The big turning point came in 2007 when she anchored the International Rugby Board (IRB)'s official magazine program, Total Rugby, with Luca Tramontin. The show had been broadcast in over a hundred countries without any anchors, but Scalia and Tramontin were given the opportunity to change the format to "docu-talk".

Correspondent at the 2007 World Cup, and often traveling for the edgy and colourful Si Rugby she presented and wrote with Luca Tramontin, Gianluca Veneziano and rugby record-man Stefano Bettarello, magazine which often involved also Australian Football, Rugby League and other less known codes, she soon became a familiar face to the oval Italian community.

2008 to 2010 Scalia tied her public image to the daily live night show Prima Ora moving then to the massive afternoon news programmes of Sportitalia.

In 2011 she wrote and hosted with Luca Tramontin a show called the Oval Bin. Oval Bin was co-anchored by Gianluca Veneziano.

During Summer 2011, ahead of the Rugby World Cup in New Zealand, she anchored a surreal but historically accurate news program called Story Kiwi TG. She time-machined "reporters" Luca Tramontin and Gianluca Veneziano through the centuries of colonization and development of rugby in New Zealand "witnessing" facts like the first rugby match in Nelson or Captain Cook landing. In an interview to Sportincondotta Scalia said she regrets that such a successful and appreciated program had been closed as many others of hers, and even the fact it has been removed from the web.

In January 2013 she started anchoring the Ice Hockey magazine ESP Hockey on Espansione TV with her long term tv partner Luca Tramontin.

In 2017 FUNalysis: as the name says, Scalia and Tramontin created, produced and anchored on Sportitalia a TV show about the unbelievable aspects of the most remote sports, enforcing the fun-factor. Addressed also to a no-sport audience, the high rate programme covered the humoristic and social aspect of "The Ashes" (cricket clash between Australia and England), the relevance of Gaelic Football in identity, music and folklore, the misconceptions about the weight lifting training and more.

Sport Crime
During 2013, Tramontin and Scalia registered a concept for a TV series called Sport Crime. The intent was for the series to be based on sports investigations, telling the story of an agency based in Lugano that could intervene when an alleged crime or infraction endangers a team, a sport venue or an athlete.  Each episode is based on a different sport.

Scalia and Tramontin were involved in writing, plotting and directing episodes, and both appeared on screen as lead characters.
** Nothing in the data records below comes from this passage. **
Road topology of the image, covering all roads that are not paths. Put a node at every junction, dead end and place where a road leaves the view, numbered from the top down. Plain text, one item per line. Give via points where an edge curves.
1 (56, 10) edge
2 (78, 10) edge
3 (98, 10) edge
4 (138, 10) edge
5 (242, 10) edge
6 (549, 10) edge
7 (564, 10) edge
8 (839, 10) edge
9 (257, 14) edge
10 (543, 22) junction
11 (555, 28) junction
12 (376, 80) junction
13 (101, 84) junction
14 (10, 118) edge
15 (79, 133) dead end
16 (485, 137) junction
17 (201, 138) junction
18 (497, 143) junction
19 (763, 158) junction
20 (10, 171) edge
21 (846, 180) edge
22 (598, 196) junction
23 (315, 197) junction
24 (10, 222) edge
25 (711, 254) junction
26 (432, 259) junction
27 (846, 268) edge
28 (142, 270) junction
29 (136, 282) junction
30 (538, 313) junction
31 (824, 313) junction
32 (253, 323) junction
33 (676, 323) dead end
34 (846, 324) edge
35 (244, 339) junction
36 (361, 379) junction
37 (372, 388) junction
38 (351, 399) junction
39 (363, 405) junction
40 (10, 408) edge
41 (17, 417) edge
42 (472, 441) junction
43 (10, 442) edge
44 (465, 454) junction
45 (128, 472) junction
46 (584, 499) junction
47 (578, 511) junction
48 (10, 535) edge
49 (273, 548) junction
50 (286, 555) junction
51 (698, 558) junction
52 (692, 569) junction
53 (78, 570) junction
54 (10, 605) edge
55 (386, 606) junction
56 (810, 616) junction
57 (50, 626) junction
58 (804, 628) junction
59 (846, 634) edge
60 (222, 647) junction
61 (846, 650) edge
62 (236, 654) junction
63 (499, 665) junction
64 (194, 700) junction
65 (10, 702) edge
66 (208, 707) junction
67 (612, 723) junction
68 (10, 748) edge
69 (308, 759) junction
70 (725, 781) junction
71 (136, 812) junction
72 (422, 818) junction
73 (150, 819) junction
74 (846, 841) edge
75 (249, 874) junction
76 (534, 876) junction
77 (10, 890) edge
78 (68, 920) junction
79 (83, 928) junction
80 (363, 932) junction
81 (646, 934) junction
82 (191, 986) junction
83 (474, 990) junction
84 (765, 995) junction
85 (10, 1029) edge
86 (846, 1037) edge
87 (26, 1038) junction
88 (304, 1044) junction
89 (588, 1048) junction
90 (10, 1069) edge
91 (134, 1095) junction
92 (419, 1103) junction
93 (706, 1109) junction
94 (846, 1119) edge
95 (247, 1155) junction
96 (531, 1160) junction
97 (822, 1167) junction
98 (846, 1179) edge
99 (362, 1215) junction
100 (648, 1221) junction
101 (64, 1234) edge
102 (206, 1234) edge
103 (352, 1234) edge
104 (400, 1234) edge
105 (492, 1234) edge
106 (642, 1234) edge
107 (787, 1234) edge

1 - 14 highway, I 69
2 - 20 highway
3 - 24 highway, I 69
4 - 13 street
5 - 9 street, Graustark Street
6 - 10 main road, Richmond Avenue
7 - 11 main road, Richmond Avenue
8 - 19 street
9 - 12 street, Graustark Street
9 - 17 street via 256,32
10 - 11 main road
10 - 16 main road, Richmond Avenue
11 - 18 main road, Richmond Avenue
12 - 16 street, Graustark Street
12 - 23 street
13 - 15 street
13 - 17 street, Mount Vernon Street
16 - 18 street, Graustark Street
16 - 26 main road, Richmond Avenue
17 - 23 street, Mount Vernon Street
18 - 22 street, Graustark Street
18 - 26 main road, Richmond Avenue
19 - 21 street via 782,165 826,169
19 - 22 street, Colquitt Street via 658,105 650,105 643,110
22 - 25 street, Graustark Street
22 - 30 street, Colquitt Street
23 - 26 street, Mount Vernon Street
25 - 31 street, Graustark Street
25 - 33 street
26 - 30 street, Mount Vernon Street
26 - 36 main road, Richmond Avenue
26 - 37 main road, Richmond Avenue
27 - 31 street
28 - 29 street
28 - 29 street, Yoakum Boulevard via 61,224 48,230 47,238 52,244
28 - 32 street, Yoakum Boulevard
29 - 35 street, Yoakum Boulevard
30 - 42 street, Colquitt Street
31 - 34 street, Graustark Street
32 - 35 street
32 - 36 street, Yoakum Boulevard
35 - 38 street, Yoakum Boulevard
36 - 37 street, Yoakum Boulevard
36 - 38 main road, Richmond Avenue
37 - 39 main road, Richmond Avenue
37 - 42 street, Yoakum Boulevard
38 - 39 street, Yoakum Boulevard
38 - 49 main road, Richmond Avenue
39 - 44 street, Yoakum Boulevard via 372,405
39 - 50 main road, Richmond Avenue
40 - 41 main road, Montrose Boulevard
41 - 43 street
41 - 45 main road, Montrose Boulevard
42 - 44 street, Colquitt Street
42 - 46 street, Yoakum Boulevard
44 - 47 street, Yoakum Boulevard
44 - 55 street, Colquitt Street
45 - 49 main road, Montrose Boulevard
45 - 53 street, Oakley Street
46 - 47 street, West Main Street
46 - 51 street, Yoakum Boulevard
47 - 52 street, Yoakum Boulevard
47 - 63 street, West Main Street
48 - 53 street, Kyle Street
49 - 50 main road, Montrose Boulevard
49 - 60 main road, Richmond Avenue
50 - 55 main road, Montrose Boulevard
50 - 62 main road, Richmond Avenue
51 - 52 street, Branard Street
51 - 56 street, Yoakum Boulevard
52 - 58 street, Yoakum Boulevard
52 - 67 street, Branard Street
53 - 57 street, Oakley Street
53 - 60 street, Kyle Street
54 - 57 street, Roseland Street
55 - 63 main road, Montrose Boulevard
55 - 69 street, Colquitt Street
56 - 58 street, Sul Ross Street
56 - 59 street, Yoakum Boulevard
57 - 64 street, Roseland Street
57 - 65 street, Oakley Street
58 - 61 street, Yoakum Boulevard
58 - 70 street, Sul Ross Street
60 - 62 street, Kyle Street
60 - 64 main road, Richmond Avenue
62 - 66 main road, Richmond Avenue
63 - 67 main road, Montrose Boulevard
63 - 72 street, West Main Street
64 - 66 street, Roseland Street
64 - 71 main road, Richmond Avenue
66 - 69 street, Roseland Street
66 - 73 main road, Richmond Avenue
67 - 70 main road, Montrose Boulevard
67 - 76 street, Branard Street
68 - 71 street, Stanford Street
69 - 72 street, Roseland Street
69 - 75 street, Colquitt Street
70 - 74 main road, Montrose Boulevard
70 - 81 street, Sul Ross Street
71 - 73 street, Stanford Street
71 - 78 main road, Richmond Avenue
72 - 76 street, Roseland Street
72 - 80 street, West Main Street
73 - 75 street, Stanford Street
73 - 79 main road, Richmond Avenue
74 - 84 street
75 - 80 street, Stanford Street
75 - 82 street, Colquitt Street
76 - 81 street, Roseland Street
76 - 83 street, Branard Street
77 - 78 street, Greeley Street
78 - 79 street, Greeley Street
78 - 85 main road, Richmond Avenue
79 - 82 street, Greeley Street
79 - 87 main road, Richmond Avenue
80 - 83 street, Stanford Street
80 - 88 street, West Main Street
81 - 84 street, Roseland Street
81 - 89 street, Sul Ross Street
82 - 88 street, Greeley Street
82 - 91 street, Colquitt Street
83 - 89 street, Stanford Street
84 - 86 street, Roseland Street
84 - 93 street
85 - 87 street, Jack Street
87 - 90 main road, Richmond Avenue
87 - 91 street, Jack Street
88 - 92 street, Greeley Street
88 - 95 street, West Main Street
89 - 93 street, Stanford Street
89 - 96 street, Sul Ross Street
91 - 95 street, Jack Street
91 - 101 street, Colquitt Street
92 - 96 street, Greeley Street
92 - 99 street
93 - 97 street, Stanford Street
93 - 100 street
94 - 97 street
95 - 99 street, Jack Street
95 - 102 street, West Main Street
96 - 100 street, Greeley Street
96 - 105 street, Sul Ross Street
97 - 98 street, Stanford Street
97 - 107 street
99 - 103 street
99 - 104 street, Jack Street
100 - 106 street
Scalia also acts as main character.

The pair were successful in launching the concept with a 2016 TV movie, The Legacy Run, introducing intended Sport Crime themes, atmosphere and characters. The film, shot in Switzerland and Croatia, had its debut on 4 December 2016, on Swiss national television.
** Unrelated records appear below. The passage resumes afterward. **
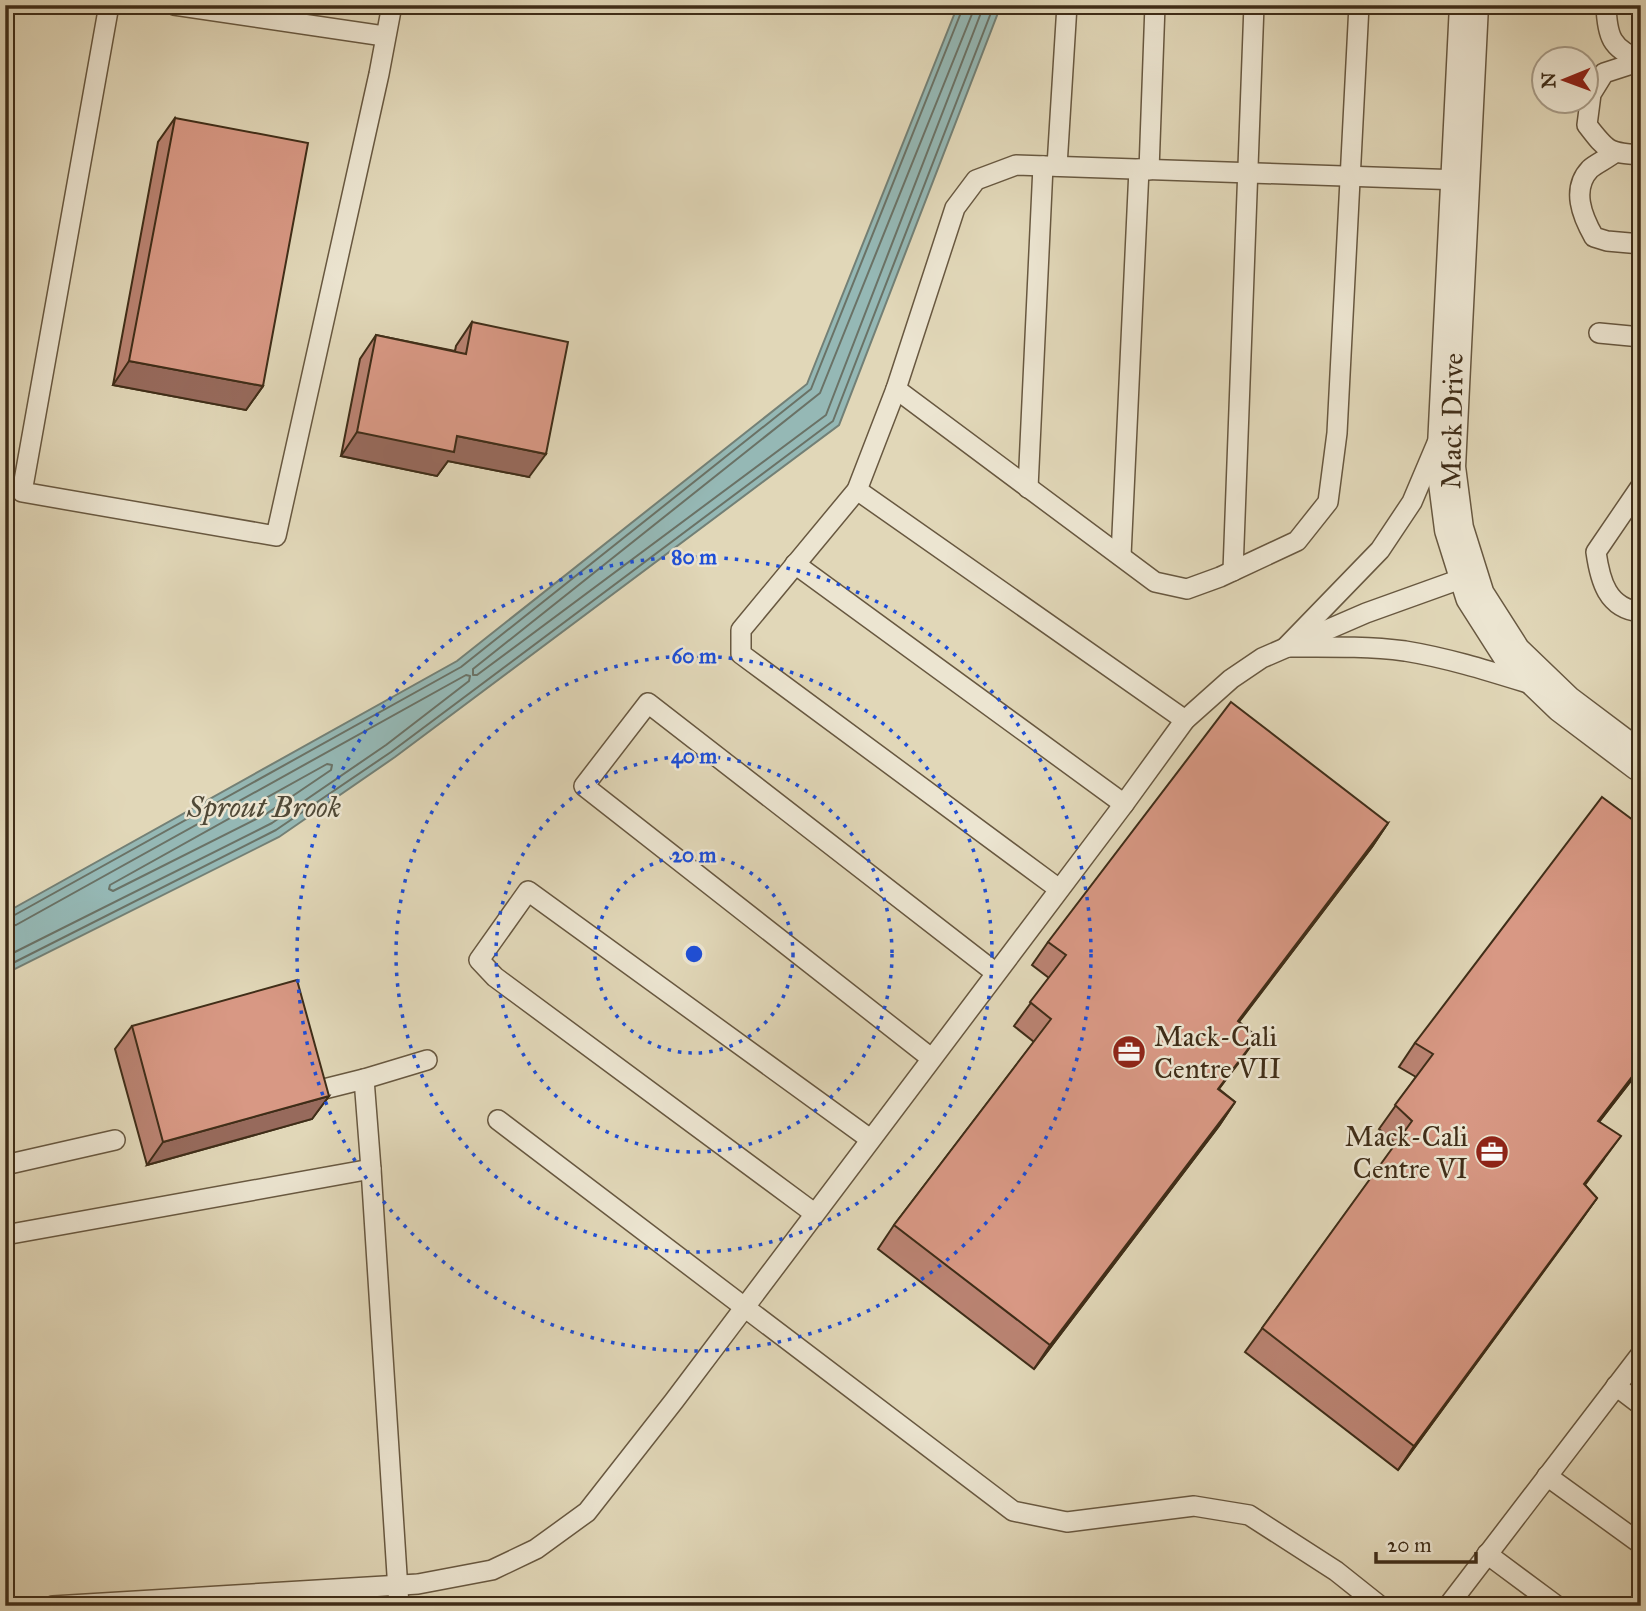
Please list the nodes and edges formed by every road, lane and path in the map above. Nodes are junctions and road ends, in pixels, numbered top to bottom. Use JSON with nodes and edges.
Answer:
{"nodes":[{"id":1,"x":109,"y":5,"type":"edge"},
{"id":2,"x":174,"y":5,"type":"edge"},
{"id":3,"x":392,"y":5,"type":"edge"},
{"id":4,"x":1068,"y":5,"type":"edge"},
{"id":5,"x":1155,"y":5,"type":"edge"},
{"id":6,"x":1254,"y":5,"type":"edge"},
{"id":7,"x":1359,"y":5,"type":"edge"},
{"id":8,"x":1469,"y":5,"type":"edge"},
{"id":9,"x":1606,"y":5,"type":"edge"},
{"id":10,"x":384,"y":36,"type":"junction"},
{"id":11,"x":1641,"y":60,"type":"edge"},
{"id":12,"x":1614,"y":153,"type":"junction"},
{"id":13,"x":1641,"y":155,"type":"edge"},
{"id":14,"x":1050,"y":166,"type":"junction"},
{"id":15,"x":1144,"y":169,"type":"junction"},
{"id":16,"x":1247,"y":173,"type":"junction"},
{"id":17,"x":1349,"y":176,"type":"junction"},
{"id":18,"x":1461,"y":180,"type":"junction"},
{"id":19,"x":1641,"y":244,"type":"edge"},
{"id":20,"x":1599,"y":333,"type":"dead end"},
{"id":21,"x":1641,"y":337,"type":"edge"},
{"id":22,"x":896,"y":389,"type":"junction"},
{"id":23,"x":1450,"y":413,"type":"junction"},
{"id":24,"x":1641,"y":486,"type":"edge"},
{"id":25,"x":1028,"y":488,"type":"junction"},
{"id":26,"x":857,"y":489,"type":"junction"},
{"id":27,"x":1121,"y":556,"type":"junction"},
{"id":28,"x":795,"y":564,"type":"junction"},
{"id":29,"x":1233,"y":571,"type":"junction"},
{"id":30,"x":1469,"y":576,"type":"junction"},
{"id":31,"x":1641,"y":612,"type":"edge"},
{"id":32,"x":1286,"y":647,"type":"junction"},
{"id":33,"x":1549,"y":690,"type":"junction"},
{"id":34,"x":1185,"y":720,"type":"junction"},
{"id":35,"x":1641,"y":762,"type":"edge"},
{"id":36,"x":1124,"y":804,"type":"junction"},
{"id":37,"x":1059,"y":890,"type":"junction"},
{"id":38,"x":996,"y":973,"type":"junction"},
{"id":39,"x":931,"y":1058,"type":"junction"},
{"id":40,"x":427,"y":1060,"type":"dead end"},
{"id":41,"x":363,"y":1079,"type":"junction"},
{"id":42,"x":324,"y":1089,"type":"edge"},
{"id":43,"x":498,"y":1120,"type":"dead end"},
{"id":44,"x":870,"y":1139,"type":"junction"},
{"id":45,"x":114,"y":1140,"type":"dead end"},
{"id":46,"x":5,"y":1165,"type":"edge"},
{"id":47,"x":371,"y":1169,"type":"junction"},
{"id":48,"x":814,"y":1213,"type":"junction"},
{"id":49,"x":5,"y":1235,"type":"edge"},
{"id":50,"x":744,"y":1307,"type":"junction"},
{"id":51,"x":1641,"y":1354,"type":"edge"},
{"id":52,"x":1616,"y":1386,"type":"junction"},
{"id":53,"x":1641,"y":1405,"type":"edge"},
{"id":54,"x":1547,"y":1476,"type":"junction"},
{"id":55,"x":1641,"y":1544,"type":"edge"},
{"id":56,"x":1487,"y":1554,"type":"junction"},
{"id":57,"x":398,"y":1585,"type":"junction"},
{"id":58,"x":53,"y":1606,"type":"edge"},
{"id":59,"x":399,"y":1606,"type":"edge"},
{"id":60,"x":1380,"y":1606,"type":"edge"},
{"id":61,"x":1448,"y":1606,"type":"edge"},
{"id":62,"x":1557,"y":1606,"type":"edge"}],
"edges":[{"from":1,"to":10,"type":"lane"},
{"from":2,"to":10,"type":"lane"},
{"from":3,"to":10,"type":"lane"},
{"from":4,"to":14,"type":"lane"},
{"from":5,"to":15,"type":"lane"},
{"from":6,"to":16,"type":"lane"},
{"from":7,"to":17,"type":"lane"},
{"from":8,"to":18,"type":"street","name":"Mack Drive"},
{"from":9,"to":11,"type":"lane"},
{"from":11,"to":12,"type":"lane"},
{"from":12,"to":13,"type":"lane"},
{"from":12,"to":19,"type":"lane"},
{"from":14,"to":15,"type":"lane"},
{"from":14,"to":22,"type":"lane"},
{"from":14,"to":25,"type":"lane"},
{"from":15,"to":16,"type":"lane"},
{"from":15,"to":27,"type":"lane"},
{"from":16,"to":17,"type":"lane"},
{"from":16,"to":29,"type":"lane"},
{"from":17,"to":18,"type":"lane"},
{"from":17,"to":29,"type":"lane"},
{"from":18,"to":23,"type":"street","name":"Mack Drive"},
{"from":20,"to":21,"type":"lane"},
{"from":22,"to":25,"type":"lane"},
{"from":22,"to":26,"type":"lane"},
{"from":23,"to":30,"type":"street","name":"Mack Drive"},
{"from":23,"to":32,"type":"lane"},
{"from":24,"to":31,"type":"lane"},
{"from":25,"to":27,"type":"lane"},
{"from":26,"to":28,"type":"lane"},
{"from":26,"to":34,"type":"lane"},
{"from":27,"to":29,"type":"lane"},
{"from":28,"to":36,"type":"lane"},
{"from":28,"to":37,"type":"lane"},
{"from":30,"to":32,"type":"lane"},
{"from":30,"to":33,"type":"street","name":"Mack Drive"},
{"from":32,"to":33,"type":"lane"},
{"from":32,"to":34,"type":"lane"},
{"from":33,"to":35,"type":"street","name":"Mack Drive"},
{"from":34,"to":36,"type":"lane"},
{"from":36,"to":37,"type":"lane"},
{"from":37,"to":38,"type":"lane"},
{"from":38,"to":39,"type":"lane"},
{"from":38,"to":39,"type":"lane"},
{"from":39,"to":44,"type":"lane"},
{"from":40,"to":41,"type":"lane"},
{"from":41,"to":42,"type":"lane"},
{"from":41,"to":47,"type":"lane"},
{"from":43,"to":50,"type":"lane"},
{"from":44,"to":48,"type":"lane"},
{"from":44,"to":48,"type":"lane"},
{"from":45,"to":46,"type":"lane"},
{"from":47,"to":49,"type":"lane"},
{"from":47,"to":57,"type":"lane"},
{"from":48,"to":50,"type":"lane"},
{"from":50,"to":57,"type":"lane"},
{"from":50,"to":60,"type":"lane"},
{"from":51,"to":52,"type":"lane"},
{"from":52,"to":53,"type":"lane"},
{"from":52,"to":54,"type":"lane"},
{"from":54,"to":55,"type":"lane"},
{"from":54,"to":56,"type":"lane"},
{"from":56,"to":61,"type":"lane"},
{"from":56,"to":62,"type":"lane"},
{"from":57,"to":58,"type":"lane"},
{"from":57,"to":59,"type":"lane"}]}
After the launch at the Mostra del Cinema di Venezia, the 1st season of the series is distributed on the Chili platform.

Books
Scalia cured and co-wrote In onda con 3 dita, a book revealing shocking and humorous details of Luca's life.

Magazines
Since January 2020 she is columnist and deputy editor of Sportdipiù.
Since April 2020 she holds a column about sports in Movie and TV Series at Globetodays.

On the entrepreneur oriented magazine Gli Stati Generali Scalia released an interview that caused heavy debate in the web, stating that Italian entrepreneurs are mainly "spoilt children of rich families, they circle around me with so-called great ideas, but they never come to something useful, just excuses to spend some time with me or to reach Luca (tramontin link). They got no decisional power, they just spend parents' money".

Athlete
Volleyball
She started playing volleyball at age of 9 after 3 years of gymnastics. She always played in Verona district minor series until 2004.

Australian football
In 2009 she started training and playing Australian football and earned an international cap playing with Italy against Ireland in a friendly during the men's 2010 EU Cup.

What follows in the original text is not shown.